▶ **Data for processing**:
===============

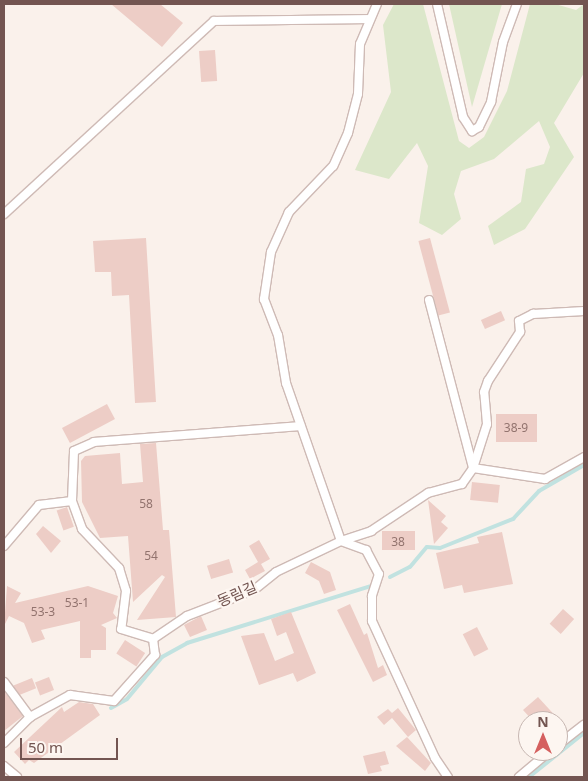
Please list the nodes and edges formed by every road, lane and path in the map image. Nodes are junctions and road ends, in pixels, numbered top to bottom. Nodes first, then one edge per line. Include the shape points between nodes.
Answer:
1 (377, 4) edge
2 (437, 4) edge
3 (517, 4) edge
4 (368, 20) junction
5 (4, 214) edge
6 (429, 300) dead end
7 (584, 311) edge
8 (300, 426) junction
9 (584, 457) edge
10 (473, 468) junction
11 (72, 501) junction
12 (341, 541) junction
13 (4, 546) edge
14 (153, 639) junction
15 (4, 682) edge
16 (30, 718) junction
17 (584, 725) edge
18 (568, 737) edge
19 (4, 743) edge
20 (538, 761) edge
21 (4, 766) edge
22 (16, 777) edge
23 (448, 777) edge
24 (519, 777) edge

1 - 4 lane
2 - 3 lane via 463,117 472,131 478,127 491,102 503,42
4 - 5 lane via 214,21
4 - 8 lane via 360,44 358,94 348,133 333,166 289,212 272,252 264,299 278,335 286,382
6 - 10 lane
7 - 10 lane via 533,314 518,321 520,332 484,392 487,424
8 - 11 lane via 94,442 74,451
8 - 12 lane
9 - 10 lane via 545,479
10 - 12 lane, 동림길 via 462,484 428,493 371,531
11 - 13 lane via 39,505
11 - 14 lane via 82,529 119,568 126,591 121,629
12 - 14 lane, 동림길 via 276,572 254,590 187,616
12 - 23 lane via 366,550 379,574 372,596 372,622 435,758
14 - 16 lane via 155,655 114,701 70,695
15 - 16 lane
16 - 19 lane
17 - 18 lane
20 - 24 lane
21 - 22 lane

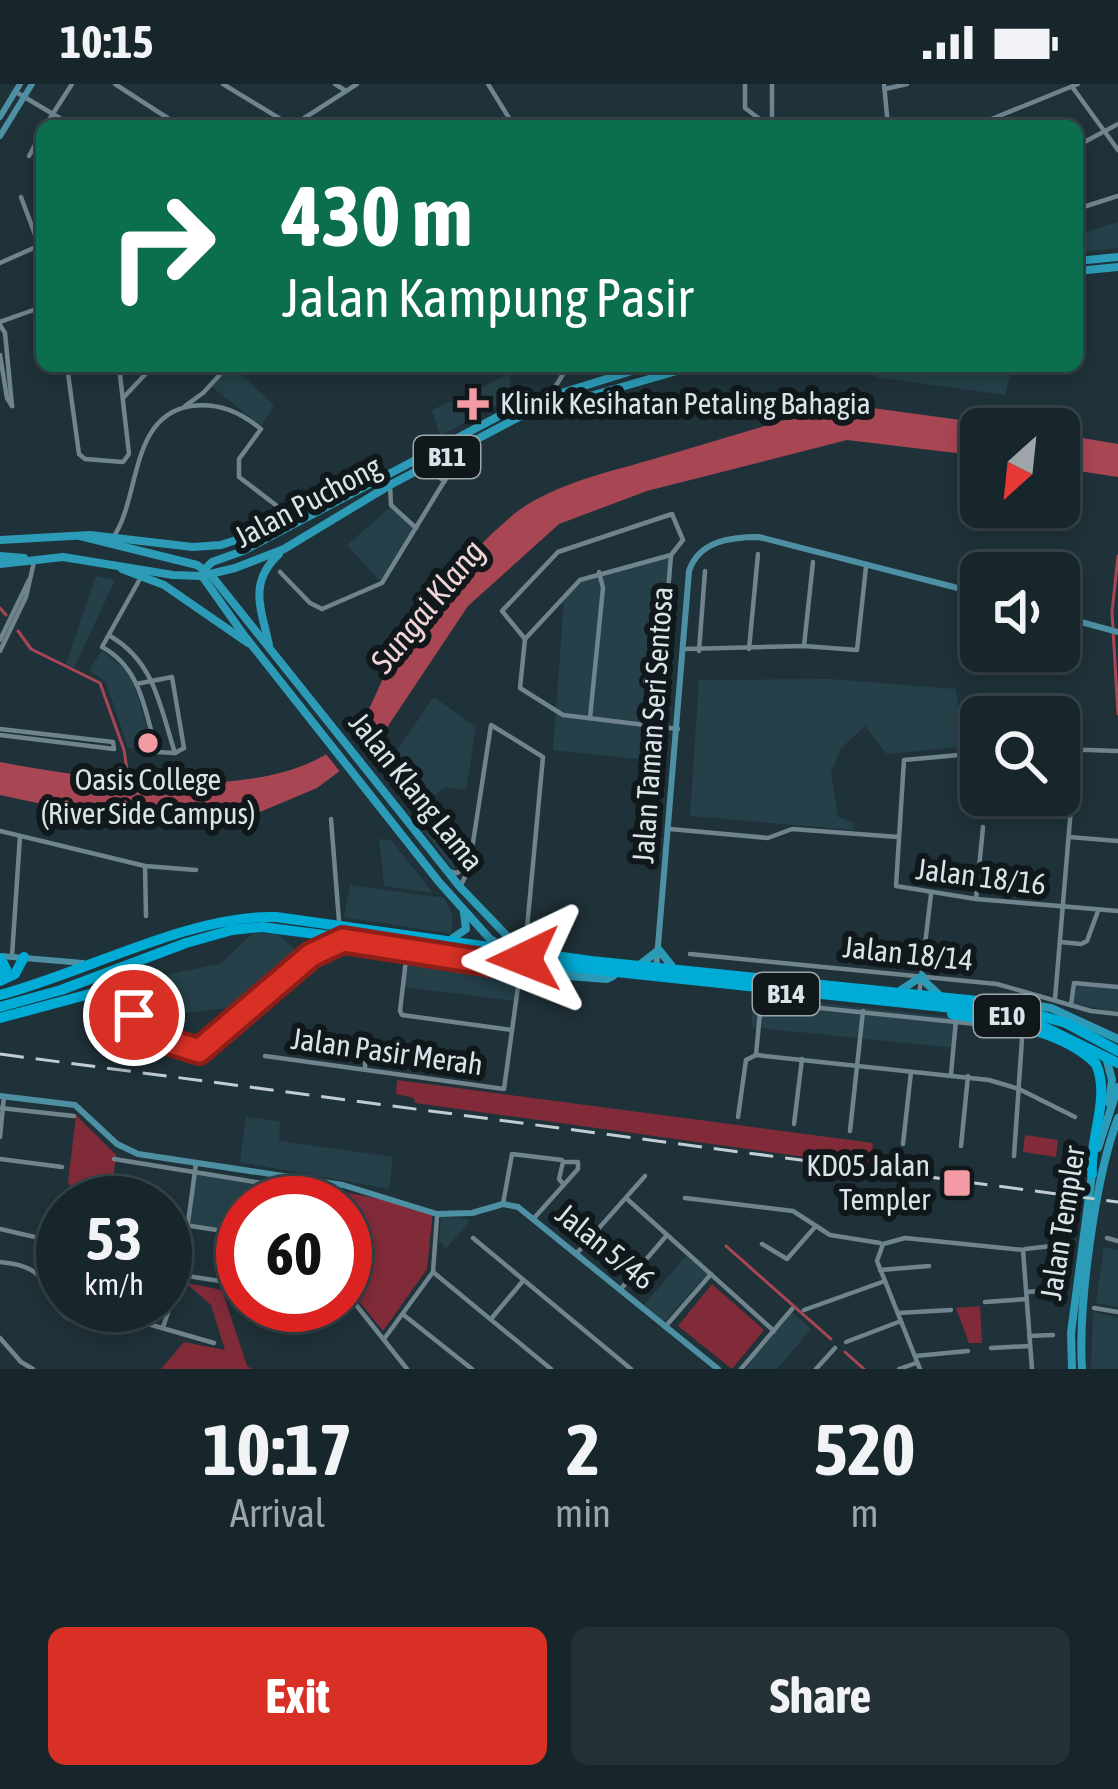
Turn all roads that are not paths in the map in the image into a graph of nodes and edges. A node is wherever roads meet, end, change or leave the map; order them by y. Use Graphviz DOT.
graph roads {
  1 [pos="32,84"];
  2 [pos="72,84"];
  3 [pos="115,84"];
  4 [pos="223,84"];
  5 [pos="335,84"];
  6 [pos="357,84"];
  7 [pos="488,84"];
  8 [pos="745,84"];
  9 [pos="772,84"];
  10 [pos="908,84"];
  11 [pos="1076,86"];
  12 [pos="885,87"];
  13 [pos="18,88"];
  14 [pos="346,91"];
  15 [pos="24,97"];
  16 [pos="52,113"];
  17 [pos="0,118"];
  18 [pos="48,120"];
  19 [pos="63,120"];
  20 [pos="171,120"];
  21 [pos="282,120"];
  22 [pos="301,120"];
  23 [pos="510,120"];
  24 [pos="762,120"];
  25 [pos="771,120"];
  26 [pos="888,120"];
  27 [pos="989,120"];
  28 [pos="1118,124"];
  29 [pos="1106,133"];
  30 [pos="0,136"];
  31 [pos="36,142"];
  32 [pos="1083,143"];
  33 [pos="1118,150"];
  34 [pos="28,156"];
  35 [pos="1118,196"];
  36 [pos="21,197"];
  37 [pos="1083,207"];
  38 [pos="36,233"];
  39 [pos="36,247"];
  40 [pos="1118,257"];
  41 [pos="1083,260"];
  42 [pos="0,263"];
  43 [pos="1118,267"];
  44 [pos="1083,270"];
  45 [pos="36,309"];
  46 [pos="0,323"];
  47 [pos="0,355"];
  48 [pos="68,372"];
  49 [pos="120,372"];
  50 [pos="147,372"];
  51 [pos="222,372"];
  52 [pos="564,372"];
  53 [pos="629,372"];
  54 [pos="673,372"];
  55 [pos="203,393"];
  56 [pos="549,397"];
  57 [pos="123,398"];
  58 [pos="209,405"];
  59 [pos="184,407"];
  60 [pos="464,449"];
  61 [pos="424,468"];
  62 [pos="445,481"];
  63 [pos="390,485"];
  64 [pos="281,508"];
  65 [pos="310,514"];
  66 [pos="299,520"];
  67 [pos="277,526"];
  68 [pos="416,528"];
  69 [pos="80,536"];
  70 [pos="112,538"];
  71 [pos="0,539"];
  72 [pos="284,549"];
  73 [pos="758,554"];
  74 [pos="671,555"];
  75 [pos="30,559"];
  76 [pos="0,560"];
  77 [pos="92,560"];
  78 [pos="813,562"];
  79 [pos="866,563"];
  80 [pos="705,571"];
  81 [pos="280,572"];
  82 [pos="599,572"];
  83 [pos="206,573"];
  84 [pos="32,575"];
  85 [pos="142,576"];
  86 [pos="960,588"];
  87 [pos="1080,622"];
  88 [pos="1118,632"];
  89 [pos="109,635"];
  90 [pos="525,639"];
  91 [pos="0,640"];
  92 [pos="804,646"];
  93 [pos="269,647"];
  94 [pos="254,648"];
  95 [pos="684,649"];
  96 [pos="749,649"];
  97 [pos="0,651"];
  98 [pos="699,651"];
  99 [pos="151,680"];
  100 [pos="136,684"];
  101 [pos="590,718"];
  102 [pos="657,726"];
  103 [pos="678,729"];
  104 [pos="0,732"];
  105 [pos="1080,748"];
  106 [pos="1118,751"];
  107 [pos="175,753"];
  108 [pos="960,755"];
  109 [pos="375,792"];
  110 [pos="1071,816"];
  111 [pos="331,819"];
  112 [pos="983,827"];
  113 [pos="670,829"];
  114 [pos="0,831"];
  115 [pos="20,835"];
  116 [pos="898,837"];
  117 [pos="1069,837"];
  118 [pos="1118,842"];
  119 [pos="470,865"];
  120 [pos="145,866"];
  121 [pos="196,870"];
  122 [pos="447,871"];
  123 [pos="460,887"];
  124 [pos="931,894"];
  125 [pos="976,899"];
  126 [pos="1063,908"];
  127 [pos="1098,910"];
  128 [pos="463,911"];
  129 [pos="1118,911"];
  130 [pos="146,916"];
  131 [pos="339,921"];
  132 [pos="333,930"];
  133 [pos="343,940"];
  134 [pos="446,940"];
  135 [pos="1060,942"];
  136 [pos="514,948"];
  137 [pos="659,950"];
  138 [pos="407,951"];
  139 [pos="690,954"];
  140 [pos="311,955"];
  141 [pos="9,957"];
  142 [pos="445,957"];
  143 [pos="641,963"];
  144 [pos="496,964"];
  145 [pos="657,964"];
  146 [pos="671,965"];
  147 [pos="520,970"];
  148 [pos="551,970"];
  149 [pos="538,974"];
  150 [pos="614,976"];
  151 [pos="922,977"];
  152 [pos="0,980"];
  153 [pos="655,980"];
  154 [pos="518,984"];
  155 [pos="1118,987"];
  156 [pos="112,988"];
  157 [pos="901,990"];
  158 [pos="920,992"];
  159 [pos="938,994"];
  160 [pos="0,995"];
  161 [pos="762,997"];
  162 [pos="1055,999"];
  163 [pos="886,1000"];
  164 [pos="1071,1005"];
  165 [pos="0,1007"];
  166 [pos="918,1008"];
  167 [pos="863,1011"];
  168 [pos="1118,1013"];
  169 [pos="957,1016"];
  170 [pos="0,1018"];
  171 [pos="512,1030"];
  172 [pos="367,1044"];
  173 [pos="1118,1046"];
  174 [pos="756,1055"];
  175 [pos="265,1056"];
  176 [pos="802,1060"];
  177 [pos="1114,1064"];
  178 [pos="857,1065"];
  179 [pos="364,1070"];
  180 [pos="911,1070"];
  181 [pos="951,1074"];
  182 [pos="968,1076"];
  183 [pos="1118,1087"];
  184 [pos="1019,1089"];
  185 [pos="2,1096"];
  186 [pos="1,1108"];
  187 [pos="1109,1110"];
  188 [pos="71,1116"];
  189 [pos="738,1117"];
  190 [pos="1075,1117"];
  191 [pos="1117,1121"];
  192 [pos="794,1124"];
  193 [pos="850,1131"];
  194 [pos="0,1137"];
  195 [pos="903,1144"];
  196 [pos="961,1146"];
  197 [pos="1014,1156"];
  198 [pos="0,1159"];
  199 [pos="114,1160"];
  200 [pos="564,1160"];
  201 [pos="196,1162"];
  202 [pos="62,1167"];
  203 [pos="194,1172"];
  204 [pos="237,1174"];
  205 [pos="1092,1174"];
  206 [pos="244,1176"];
  207 [pos="281,1176"];
  208 [pos="645,1177"];
  209 [pos="564,1185"];
  210 [pos="192,1186"];
  211 [pos="372,1192"];
  212 [pos="626,1198"];
  213 [pos="685,1198"];
  214 [pos="503,1204"];
  215 [pos="437,1214"];
  216 [pos="533,1220"];
  217 [pos="814,1227"];
  218 [pos="0,1229"];
  219 [pos="667,1235"];
  220 [pos="36,1238"];
  221 [pos="473,1238"];
  222 [pos="1107,1238"];
  223 [pos="1118,1241"];
  224 [pos="762,1244"];
  225 [pos="883,1244"];
  226 [pos="1061,1245"];
  227 [pos="1022,1250"];
  228 [pos="576,1254"];
  229 [pos="0,1262"];
  230 [pos="929,1266"];
  231 [pos="880,1270"];
  232 [pos="434,1272"];
  233 [pos="36,1273"];
  234 [pos="710,1274"];
  235 [pos="523,1281"];
  236 [pos="885,1281"];
  237 [pos="620,1290"];
  238 [pos="1054,1290"];
  239 [pos="1026,1296"];
  240 [pos="985,1302"];
  241 [pos="1094,1308"];
  242 [pos="792,1310"];
  243 [pos="803,1310"];
  244 [pos="951,1310"];
  245 [pos="1118,1312"];
  246 [pos="406,1316"];
  247 [pos="899,1317"];
  248 [pos="491,1319"];
  249 [pos="372,1324"];
  250 [pos="665,1327"];
  251 [pos="774,1331"];
  252 [pos="177,1332"];
  253 [pos="1077,1334"];
  254 [pos="1053,1335"];
  255 [pos="1029,1336"];
  256 [pos="0,1338"];
  257 [pos="384,1339"];
  258 [pos="214,1342"];
  259 [pos="846,1342"];
  260 [pos="1030,1346"];
  261 [pos="835,1348"];
  262 [pos="991,1348"];
  263 [pos="968,1351"];
  264 [pos="459,1358"];
  265 [pos="917,1362"];
  266 [pos="33,1369"];
  267 [pos="407,1369"];
  268 [pos="451,1369"];
  269 [pos="472,1369"];
  270 [pos="551,1369"];
  271 [pos="631,1369"];
  272 [pos="718,1369"];
  273 [pos="741,1369"];
  274 [pos="817,1369"];
  275 [pos="898,1369"];
  276 [pos="1032,1369"];
  277 [pos="1072,1369"];
  278 [pos="1082,1369"];
  1 -- 15 [label="street"];
  2 -- 16 [label="street"];
  3 -- 20 [label="street"];
  4 -- 21 [label="street"];
  5 -- 14 [label="street"];
  6 -- 14 [label="street"];
  7 -- 23 [label="street"];
  8 -- 24 [label="street"];
  9 -- 25 [label="street"];
  10 -- 12 [label="street"];
  11 -- 27 [label="street"];
  11 -- 29 [label="street"];
  12 -- 26 [label="street"];
  13 -- 15 [label="street"];
  13 -- 17 [label="street"];
  14 -- 22 [label="street"];
  15 -- 16 [label="street"];
  15 -- 30 [label="street"];
  16 -- 18 [label="street"];
  16 -- 19 [label="street"];
  28 -- 29 [label="street"];
  29 -- 32 [label="street"];
  29 -- 33 [label="street"];
  31 -- 34 [label="street"];
  35 -- 37 [label="street"];
  36 -- 38 [label="street"];
  39 -- 42 [label="street"];
  40 -- 41 [label="main road"];
  43 -- 44 [label="main road"];
  45 -- 46 [label="street"];
  46 -- 47 [label="street"];
  48 -- 57 [label="street"];
  49 -- 57 [label="street"];
  50 -- 57 [label="street"];
  51 -- 55 [label="street"];
  52 -- 56 [label="street"];
  53 -- 56 [label="main road, Jalan Puchong / B11"];
  54 -- 60 [label="main road, Jalan Puchong / B11"];
  55 -- 58 [label="street"];
  55 -- 59 [label="street"];
  56 -- 65 [label="main road, Jalan Puchong / B11"];
  58 -- 59 [label="street"];
  58 -- 64 [label="street"];
  59 -- 70 [label="street"];
  60 -- 61 [label="main road, Jalan Puchong / B11"];
  60 -- 62 [label="street"];
  61 -- 62 [label="street"];
  61 -- 63 [label="main road, Jalan Puchong / B11"];
  62 -- 68 [label="street"];
  63 -- 68 [label="street"];
  63 -- 72 [label="main road, Jalan Puchong / B11"];
  64 -- 65 [label="street"];
  64 -- 67 [label="street"];
  65 -- 66 [label="main road, Jalan Puchong / B11"];
  66 -- 67 [label="main road"];
  66 -- 83 [label="main road, Jalan Puchong / B11"];
  67 -- 70 [label="main road"];
  68 -- 81 [label="street"];
  69 -- 70 [label="main road"];
  69 -- 71 [label="main road"];
  69 -- 83 [label="main road"];
  72 -- 83 [label="main road, Jalan Puchong / B11"];
  72 -- 93 [label="main road"];
  73 -- 96 [label="street"];
  74 -- 82 [label="street"];
  74 -- 90 [label="street"];
  74 -- 102 [label="street"];
  75 -- 76 [label="main road"];
  75 -- 77 [label="main road"];
  75 -- 84 [label="street"];
  77 -- 83 [label="main road"];
  77 -- 85 [label="main road"];
  78 -- 92 [label="street"];
  79 -- 86 [label="street, Jalan Taman Seri Sentosa"];
  79 -- 92 [label="street"];
  79 -- 95 [label="street, Jalan Taman Seri Sentosa"];
  80 -- 98 [label="street"];
  82 -- 90 [label="street"];
  82 -- 101 [label="street"];
  83 -- 93 [label="main road, Jalan Klang Lama"];
  83 -- 94 [label="main road, Jalan Klang Lama"];
  84 -- 91 [label="street"];
  84 -- 97 [label="street"];
  85 -- 89 [label="street"];
  85 -- 94 [label="main road"];
  87 -- 88 [label="street"];
  89 -- 99 [label="street"];
  89 -- 100 [label="street"];
  90 -- 101 [label="street"];
  92 -- 96 [label="street"];
  93 -- 109 [label="main road, Jalan Klang Lama"];
  94 -- 109 [label="main road, Jalan Klang Lama"];
  95 -- 98 [label="street"];
  95 -- 103 [label="street, Jalan Taman Seri Sentosa"];
  96 -- 98 [label="street"];
  99 -- 100 [label="street"];
  99 -- 107 [label="street"];
  99 -- 107 [label="street"];
  100 -- 107 [label="street"];
  101 -- 102 [label="street"];
  102 -- 103 [label="street"];
  103 -- 113 [label="street, Jalan Taman Seri Sentosa"];
  104 -- 104 [label="street"];
  105 -- 106 [label="street"];
  108 -- 116 [label="street, Jalan 18/16"];
  109 -- 122 [label="main road, Jalan Klang Lama"];
  109 -- 128 [label="main road, Jalan Klang Lama"];
  110 -- 117 [label="street"];
  111 -- 131 [label="street"];
  112 -- 125 [label="street"];
  113 -- 116 [label="street"];
  113 -- 137 [label="street, Jalan Taman Seri Sentosa"];
  114 -- 115 [label="street"];
  115 -- 120 [label="street"];
  115 -- 141 [label="street"];
  116 -- 124 [label="street, Jalan 18/16"];
  117 -- 118 [label="street"];
  117 -- 126 [label="street"];
  119 -- 122 [label="street"];
  119 -- 123 [label="street"];
  119 -- 136 [label="street"];
  120 -- 121 [label="street"];
  120 -- 130 [label="street"];
  122 -- 123 [label="main road, Jalan Klang Lama"];
  122 -- 136 [label="main road"];
  123 -- 136 [label="main road, Jalan Klang Lama / B14"];
  124 -- 125 [label="street, Jalan 18/16"];
  124 -- 151 [label="street"];
  125 -- 126 [label="street, Jalan 18/16"];
  126 -- 127 [label="street, Jalan 18/16"];
  126 -- 135 [label="street"];
  127 -- 129 [label="street, Jalan 18/16"];
  127 -- 135 [label="street"];
  128 -- 134 [label="main road"];
  128 -- 136 [label="main road, Jalan Klang Lama / B14"];
  131 -- 132 [label="street"];
  131 -- 134 [label="street"];
  132 -- 133 [label="street"];
  132 -- 140 [label="street"];
  133 -- 138 [label="street"];
  133 -- 140 [label="street"];
  134 -- 142 [label="street"];
  135 -- 162 [label="street"];
  136 -- 143 [label="main road, Jalan Klang Lama / B14"];
  136 -- 144 [label="main road"];
  136 -- 147 [label="main road"];
  136 -- 148 [label="main road, Jalan Klang Lama / B14"];
  137 -- 143 [label="main road"];
  137 -- 145 [label="street, Jalan Taman Seri Sentosa"];
  137 -- 146 [label="main road"];
  138 -- 142 [label="street"];
  138 -- 171 [label="street"];
  139 -- 151 [label="street, Jalan 18/14"];
  140 -- 156 [label="street"];
  141 -- 152 [label="highway"];
  141 -- 152 [label="highway"];
  141 -- 156 [label="street"];
  142 -- 144 [label="street"];
  143 -- 145 [label="main road, Jalan Klang Lama / B14"];
  144 -- 147 [label="street"];
  145 -- 146 [label="main road, Jalan Klang Lama / B14"];
  145 -- 153 [label="street, Jalan Taman Seri Sentosa"];
  146 -- 157 [label="main road, Jalan Klang Lama / B14"];
  147 -- 148 [label="street"];
  147 -- 149 [label="main road"];
  147 -- 154 [label="street"];
  148 -- 150 [label="main road, Jalan Klang Lama / B14"];
  149 -- 150 [label="main road"];
  149 -- 154 [label="main road"];
  150 -- 153 [label="main road, Jalan Klang Lama / B14"];
  151 -- 157 [label="main road"];
  151 -- 158 [label="street"];
  151 -- 159 [label="main road"];
  151 -- 162 [label="street, Jalan 18/14"];
  153 -- 161 [label="main road, Jalan Klang Lama / B14"];
  154 -- 171 [label="street"];
  155 -- 164 [label="street"];
  156 -- 170 [label="highway"];
  157 -- 158 [label="main road, Jalan Klang Lama / B14"];
  158 -- 159 [label="main road, Jalan Klang Lama / B14"];
  158 -- 166 [label="street"];
  159 -- 173 [label="main road, Jalan Klang Lama / B14"];
  160 -- 173 [label="highway, E10"];
  161 -- 166 [label="main road, Jalan Klang Lama / B14"];
  161 -- 167 [label="street"];
  161 -- 174 [label="street"];
  162 -- 164 [label="street, Jalan 18/14"];
  163 -- 165 [label="highway, E10"];
  163 -- 177 [label="highway, E10"];
  163 -- 205 [label="highway"];
  164 -- 168 [label="street, Jalan 18/14"];
  166 -- 169 [label="main road, Jalan Klang Lama / B14"];
  167 -- 169 [label="street"];
  167 -- 178 [label="street"];
  169 -- 177 [label="main road, Jalan Klang Lama / B14"];
  169 -- 181 [label="street"];
  169 -- 184 [label="street"];
  171 -- 179 [label="street, Jalan Pasir Merah"];
  172 -- 179 [label="street"];
  174 -- 176 [label="street"];
  174 -- 189 [label="street"];
  175 -- 179 [label="street, Jalan Pasir Merah"];
  176 -- 178 [label="street"];
  176 -- 192 [label="street"];
  177 -- 187 [label="main road"];
  178 -- 180 [label="street"];
  178 -- 193 [label="street"];
  180 -- 181 [label="street"];
  180 -- 195 [label="street"];
  181 -- 182 [label="street"];
  182 -- 184 [label="street"];
  182 -- 196 [label="street"];
  183 -- 187 [label="main road, Jalan Templer"];
  184 -- 190 [label="street"];
  184 -- 197 [label="street"];
  185 -- 186 [label="street"];
  185 -- 201 [label="street"];
  186 -- 188 [label="street"];
  186 -- 194 [label="street"];
  187 -- 205 [label="main road, Jalan Templer"];
  191 -- 253 [label="main road, Jalan Templer"];
  198 -- 202 [label="street"];
  199 -- 203 [label="street"];
  200 -- 209 [label="street"];
  200 -- 209 [label="street"];
  200 -- 214 [label="street"];
  201 -- 203 [label="street"];
  201 -- 204 [label="street"];
  203 -- 204 [label="street"];
  203 -- 210 [label="street"];
  204 -- 206 [label="street"];
  204 -- 207 [label="street"];
  205 -- 253 [label="main road, Jalan Templer"];
  208 -- 212 [label="street"];
  209 -- 216 [label="street"];
  211 -- 215 [label="street"];
  212 -- 219 [label="street"];
  212 -- 228 [label="street"];
  213 -- 217 [label="street"];
  214 -- 215 [label="street"];
  214 -- 216 [label="street, Jalan 5/46"];
  215 -- 232 [label="street"];
  216 -- 228 [label="street, Jalan 5/46"];
  217 -- 224 [label="street"];
  217 -- 225 [label="street"];
  218 -- 220 [label="street"];
  219 -- 234 [label="street"];
  219 -- 237 [label="street"];
  221 -- 235 [label="street"];
  222 -- 223 [label="street"];
  225 -- 227 [label="street"];
  225 -- 231 [label="street"];
  226 -- 227 [label="street"];
  227 -- 239 [label="street"];
  228 -- 237 [label="street, Jalan 5/46"];
  229 -- 233 [label="street"];
  230 -- 231 [label="street"];
  231 -- 236 [label="street"];
  232 -- 248 [label="street"];
  232 -- 257 [label="street"];
  234 -- 250 [label="street"];
  234 -- 251 [label="street"];
  235 -- 248 [label="street"];
  235 -- 271 [label="street"];
  236 -- 243 [label="street"];
  236 -- 247 [label="street"];
  237 -- 250 [label="street, Jalan 5/46"];
  238 -- 239 [label="street"];
  239 -- 240 [label="street"];
  239 -- 255 [label="street"];
  241 -- 245 [label="street"];
  242 -- 251 [label="street"];
  244 -- 247 [label="street"];
  246 -- 264 [label="street"];
  247 -- 259 [label="street"];
  247 -- 265 [label="street"];
  248 -- 270 [label="street"];
  249 -- 257 [label="street"];
  250 -- 272 [label="street, Jalan 5/46"];
  251 -- 273 [label="street"];
  252 -- 258 [label="street"];
  253 -- 277 [label="main road, Jalan Templer"];
  253 -- 278 [label="main road, Jalan Templer"];
  254 -- 255 [label="street"];
  255 -- 260 [label="street"];
  256 -- 266 [label="street"];
  257 -- 267 [label="street"];
  260 -- 262 [label="street"];
  260 -- 276 [label="street"];
  261 -- 274 [label="street"];
  263 -- 265 [label="street"];
  264 -- 268 [label="street"];
  264 -- 269 [label="street"];
  265 -- 275 [label="street"];
}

===============

▶ **To do**:
Wherever a line in the data above holds "Merah", copy that line.

▶ **Problem solution**:
  171 -- 179 [label="street, Jalan Pasir Merah"];
  175 -- 179 [label="street, Jalan Pasir Merah"];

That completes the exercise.